Art. 347. A sub-rogação é convencional:(1)
I – quando o credor recebe o pagamento de terceiro e expressamente lhe transfere todos os seus direitos;(2)
II – quando terceira pessoa empresta ao devedor a quantia precisa para solver a dívida, sob a condição expressa de ficar o mutuante sub-rogado nos direitos do credor satisfeito.(3)
- “Com a sub-rogação, transferem-se ao novo credor todos os direitos, ações, garantias, privilégios do primitivo credor. Impossibilidade de ajuste de sub-rogação depois do pagamento que extinguiu a dívida” (RF 77/517).
- Essa hipótese assemelha-se, em grande parte, à cessão de crédito. Nesse caso, no entanto, para que prevaleça a sub-rogação convencional deverá haver indicação expressa da qualidade de sub-rogatário do solvens, com a concorrência simultânea do pagamento do débito e da transferência da qualidade creditória. O pagamento efetuado pelo terceiro, em nome próprio, não opera a sub-rogação, permitindo-lhe apenas que seja ressarcido.
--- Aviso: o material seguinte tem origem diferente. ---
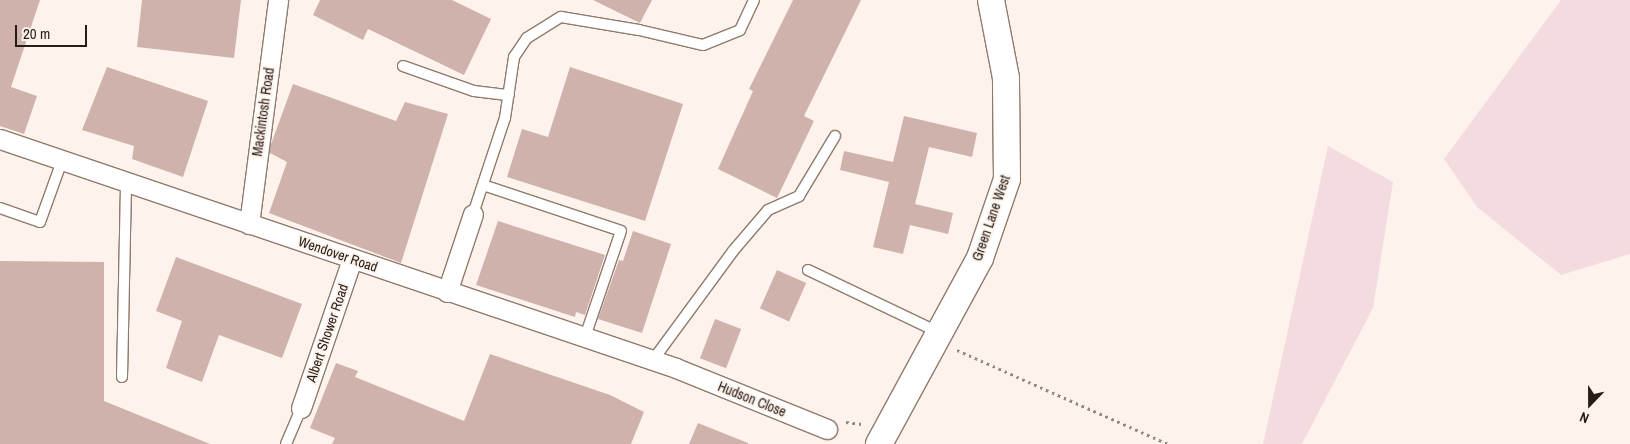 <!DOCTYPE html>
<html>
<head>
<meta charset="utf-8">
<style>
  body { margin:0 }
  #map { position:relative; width:1630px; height:444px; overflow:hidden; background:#fdf3ec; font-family:"Archivo Narrow",sans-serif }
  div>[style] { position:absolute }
  .green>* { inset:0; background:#f4dbdf }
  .building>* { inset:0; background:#d0b2ac; transform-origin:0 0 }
  .path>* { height:3px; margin-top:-1.5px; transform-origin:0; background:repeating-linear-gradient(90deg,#928982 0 2.5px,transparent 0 6.5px) }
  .roads { filter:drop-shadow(1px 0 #907a6b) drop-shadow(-1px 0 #907a6b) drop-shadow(0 1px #907a6b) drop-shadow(0 -1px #907a6b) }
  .lane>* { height:10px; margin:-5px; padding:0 5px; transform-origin:5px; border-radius:5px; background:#fff }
  .street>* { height:19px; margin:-9.5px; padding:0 9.5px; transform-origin:9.5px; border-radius:9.5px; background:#fff }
  .secondary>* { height:26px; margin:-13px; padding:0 13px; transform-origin:13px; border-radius:13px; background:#fff }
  span { translate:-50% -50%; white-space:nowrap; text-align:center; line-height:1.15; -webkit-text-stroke:4px #fdf3ec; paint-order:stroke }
  .street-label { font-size:14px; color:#261d17 }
  .north { position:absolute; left:1565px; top:379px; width:50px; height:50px; -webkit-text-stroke:4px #fdf3ec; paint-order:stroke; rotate:202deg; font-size:14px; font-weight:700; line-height:20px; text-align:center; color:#261d17 }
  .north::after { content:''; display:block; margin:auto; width:18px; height:22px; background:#261d17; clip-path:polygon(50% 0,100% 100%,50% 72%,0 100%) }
  .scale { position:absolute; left:15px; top:25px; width:72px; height:22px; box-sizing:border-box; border:2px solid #261d17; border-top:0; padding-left:6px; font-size:15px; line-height:18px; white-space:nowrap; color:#261d17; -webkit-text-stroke:4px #fdf3ec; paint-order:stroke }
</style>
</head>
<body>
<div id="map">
  <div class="green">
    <div style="clip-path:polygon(1561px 0,1630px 0,1630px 254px,1561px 275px,1477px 207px,1444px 159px)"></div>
    <div style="clip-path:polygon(1328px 146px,1393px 182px,1373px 308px,1302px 444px,1263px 444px)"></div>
  </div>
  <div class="building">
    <div style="clip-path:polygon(0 0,40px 0,11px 87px,37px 96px,24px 134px,0 126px)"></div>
    <div style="clip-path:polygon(142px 0,241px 0,234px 58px,137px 47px)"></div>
    <div style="clip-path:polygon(320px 0,452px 0,491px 19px,464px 75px,368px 29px,363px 40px,313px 15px)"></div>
    <div style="clip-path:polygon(593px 0,652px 0,640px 23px)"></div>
    <div style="clip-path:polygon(793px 0,861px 0,804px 116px,814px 121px,777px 198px,718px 169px,753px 91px,749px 89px)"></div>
    <div style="clip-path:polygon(107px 67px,208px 101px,183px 177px,132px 159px,134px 146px,82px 130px)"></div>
    <div style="clip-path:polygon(570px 67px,683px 104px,645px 221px,507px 177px,522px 129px,548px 137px)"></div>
    <div style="clip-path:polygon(293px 84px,396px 121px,405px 102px,448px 114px,401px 263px,269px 213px,287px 162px,270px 153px,270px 147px)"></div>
    <div style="clip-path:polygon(904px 116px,977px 133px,972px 157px,929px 147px,915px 204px,953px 213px,948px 234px,910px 225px,903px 254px,873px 247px,889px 182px,840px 170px,844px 151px,893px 162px)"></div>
    <div style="clip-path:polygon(498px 221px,605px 255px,585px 315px,576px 312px,575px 317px,476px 285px)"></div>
    <div style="clip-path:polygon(633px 231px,671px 244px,642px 333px,598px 319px,619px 260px,623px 261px)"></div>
    <div style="clip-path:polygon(176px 257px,302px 304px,282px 358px,219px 335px,202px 382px,166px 368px,182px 321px,156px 311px)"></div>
    <div style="clip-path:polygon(0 261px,104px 262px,104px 401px,210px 444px,0 444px)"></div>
    <div style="left:777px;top:270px;width:32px;height:42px;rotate:24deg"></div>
    <div style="left:715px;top:319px;width:28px;height:42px;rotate:21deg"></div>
    <div style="clip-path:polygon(490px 354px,610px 395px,644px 412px,631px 444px,332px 444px,335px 438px,310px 428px,336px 363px,358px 371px,355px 377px,464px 421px)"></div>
    <div style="clip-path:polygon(698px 423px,748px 443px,748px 444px,689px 444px)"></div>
  </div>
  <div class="path">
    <div style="left:957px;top:350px;width:231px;rotate:24deg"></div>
    <div style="left:846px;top:422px;width:16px;rotate:7deg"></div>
  </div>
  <div class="roads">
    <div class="lane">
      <div style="left:403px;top:66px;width:75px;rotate:19.4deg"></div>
      <div style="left:474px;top:91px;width:35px;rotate:7deg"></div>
      <div style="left:483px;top:185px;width:145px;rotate:18.4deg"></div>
      <div style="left:621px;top:231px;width:112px;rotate:108.8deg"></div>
      <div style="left:0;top:208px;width:42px;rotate:19.3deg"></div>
      <div style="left:40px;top:222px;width:65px;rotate:-70.2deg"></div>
      <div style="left:473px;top:214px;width:101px;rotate:-71.6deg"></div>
      <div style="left:505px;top:118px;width:62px;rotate:-81.6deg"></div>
      <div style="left:514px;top:57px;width:23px;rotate:-56deg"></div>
      <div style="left:527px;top:38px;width:40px;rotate:-32deg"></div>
      <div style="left:561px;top:17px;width:79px;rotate:9.5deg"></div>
      <div style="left:639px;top:30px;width:66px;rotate:13.2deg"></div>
      <div style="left:703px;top:45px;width:40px;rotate:-22deg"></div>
      <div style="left:740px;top:30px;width:33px;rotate:-65deg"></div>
      <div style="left:808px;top:270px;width:144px;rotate:25.5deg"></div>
      <div style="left:653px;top:360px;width:135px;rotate:-53.7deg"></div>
      <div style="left:733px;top:251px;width:54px;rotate:-49.5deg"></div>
      <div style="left:768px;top:210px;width:34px;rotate:-24deg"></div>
      <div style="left:799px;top:196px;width:70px;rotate:-59deg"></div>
      <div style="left:122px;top:377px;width:195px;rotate:-88.8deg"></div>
      <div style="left:286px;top:444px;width:39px;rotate:-67deg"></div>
    </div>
    <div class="street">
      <div style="left:0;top:139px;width:714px;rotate:18.71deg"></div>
      <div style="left:676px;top:368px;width:163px;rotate:22deg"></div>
      <div style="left:249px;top:224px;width:226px;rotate:-82.6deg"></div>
      <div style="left:447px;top:292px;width:82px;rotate:-71.6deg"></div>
      <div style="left:301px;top:408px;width:157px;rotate:-71.1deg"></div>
    </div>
    <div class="secondary">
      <div style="left:879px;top:444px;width:212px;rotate:-61.5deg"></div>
      <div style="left:980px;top:258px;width:83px;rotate:-71.1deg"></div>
      <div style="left:1007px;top:179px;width:101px;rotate:-90.6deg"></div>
      <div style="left:1006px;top:78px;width:79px;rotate:-100.9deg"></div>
    </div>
  </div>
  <div class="street-label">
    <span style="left:263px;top:112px;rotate:-82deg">Mackintosh Road</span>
    <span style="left:991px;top:218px;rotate:-71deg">Green Lane West</span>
    <span style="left:338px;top:254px;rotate:19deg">Wendover Road</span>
    <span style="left:327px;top:333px;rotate:-71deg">Albert Shower Road</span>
    <span style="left:752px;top:399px;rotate:22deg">Hudson Close</span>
  </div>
  <div class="north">N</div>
  <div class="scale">20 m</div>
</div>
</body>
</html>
- Nesse caso, exige-se o consentimento do devedor, sem que o credor possa se opor à operação, dado que seu direito é apenas receber o devido. Igualmente à hipótese do inciso I, deve haver, nesse caso, também a concorrência simultânea do pagamento do débito e da transferência da qualidade creditória. Inexiste forma prevista para essa modalidade de sub-rogação, mas é de rigor cuidadosa averiguação dos termos da operação, a fim de evitar simulações tendentes à fraude contra credores.